There were two voicemail messages on my phone last week that I listened to back-to-back. Both were from young men in their mid-30s.

Both young men heard the same “Cyndi Young’s 2 cents” commentary on their local radio station. The messages left for me were as different as night and day.

The first young man thanked me for suggesting that people his age sometimes need a leg up, but should not expect their parents to take care of their every need for the first four decades of their lives.

He thanked me for “having the guts” to be politically incorrect by saying that parents who let their kids get away with irresponsible behavior run the risk of taking care of those kids far into adulthood.

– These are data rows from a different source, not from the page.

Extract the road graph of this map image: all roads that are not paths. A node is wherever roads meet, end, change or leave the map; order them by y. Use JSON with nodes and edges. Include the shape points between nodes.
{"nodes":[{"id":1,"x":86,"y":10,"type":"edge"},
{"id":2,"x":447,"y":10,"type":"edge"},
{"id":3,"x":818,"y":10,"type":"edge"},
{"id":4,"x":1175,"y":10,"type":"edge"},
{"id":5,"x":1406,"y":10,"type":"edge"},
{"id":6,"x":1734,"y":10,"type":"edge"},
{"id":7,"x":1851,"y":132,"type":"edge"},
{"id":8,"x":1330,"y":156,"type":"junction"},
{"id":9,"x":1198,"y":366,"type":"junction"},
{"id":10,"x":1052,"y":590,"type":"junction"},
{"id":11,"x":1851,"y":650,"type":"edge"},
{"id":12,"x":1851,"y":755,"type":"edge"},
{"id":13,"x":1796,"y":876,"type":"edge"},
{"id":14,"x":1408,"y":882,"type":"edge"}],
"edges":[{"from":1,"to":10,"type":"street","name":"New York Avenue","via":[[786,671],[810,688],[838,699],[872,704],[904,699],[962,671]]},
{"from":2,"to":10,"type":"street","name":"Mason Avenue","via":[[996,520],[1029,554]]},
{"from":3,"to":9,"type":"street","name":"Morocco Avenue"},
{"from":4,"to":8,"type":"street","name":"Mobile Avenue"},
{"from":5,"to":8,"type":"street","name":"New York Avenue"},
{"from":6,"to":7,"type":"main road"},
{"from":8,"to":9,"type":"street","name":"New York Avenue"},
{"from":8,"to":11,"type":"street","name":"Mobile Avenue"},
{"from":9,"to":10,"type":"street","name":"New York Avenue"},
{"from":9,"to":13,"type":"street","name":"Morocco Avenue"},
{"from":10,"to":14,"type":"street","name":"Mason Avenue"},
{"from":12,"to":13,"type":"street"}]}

The second caller said my opinion about there not being significant consequences, or discipline, for young people’s bad behavior was snooty and spread ill-will.

He said it was not a positive message, that in this day and age, he doesn’t believe we need any more ill will and that it wasn’t a very good opinion.

Times are tough. I know that.

Sometimes a young person does need to move back home with his or her parents until they can get back on their feet. However, most parents expect those children to take on some chores and contribute financially if they can do so.

Sometimes it takes a little tough love from parents to get their grown-up children out into the world as productive citizens. Like the old Chinese proverb states, “Give a man a fish and feed him for a day. Teach a man to fish and you feed him for a lifetime.”

This old world can be a tough and dangerous place. It is not for the faint of heart. It can be cruel and hard and overwhelming and disappointing and downright ugly. It also can be beautiful.

The struggle is real in farm country. Never in a million years would I dismiss or minimize the significance of both the emotional and physical toll of stress many in agriculture continue to endure.

Many farmers and their families are suffering from low prices for that which they grow, high prices for inputs, overregulation and the insecurity of not knowing — and having no control — over trade deals and weather.

Even the toughest among us feel the stress of uncertainty about the future. Because of this, it is more important than ever to prepare your children for a world that isn’t always “fair.”

I’ve heard many parents say they just want their child to be happy. Great. We all want your child to be happy.

But we would also like for your child to be able to add and subtract, hold a job, pay their debts, communicate without a mobile device, be respectful and respectable, and take responsibility for their actions.

By the way, I do appreciate all feedback whether you agree with me or not.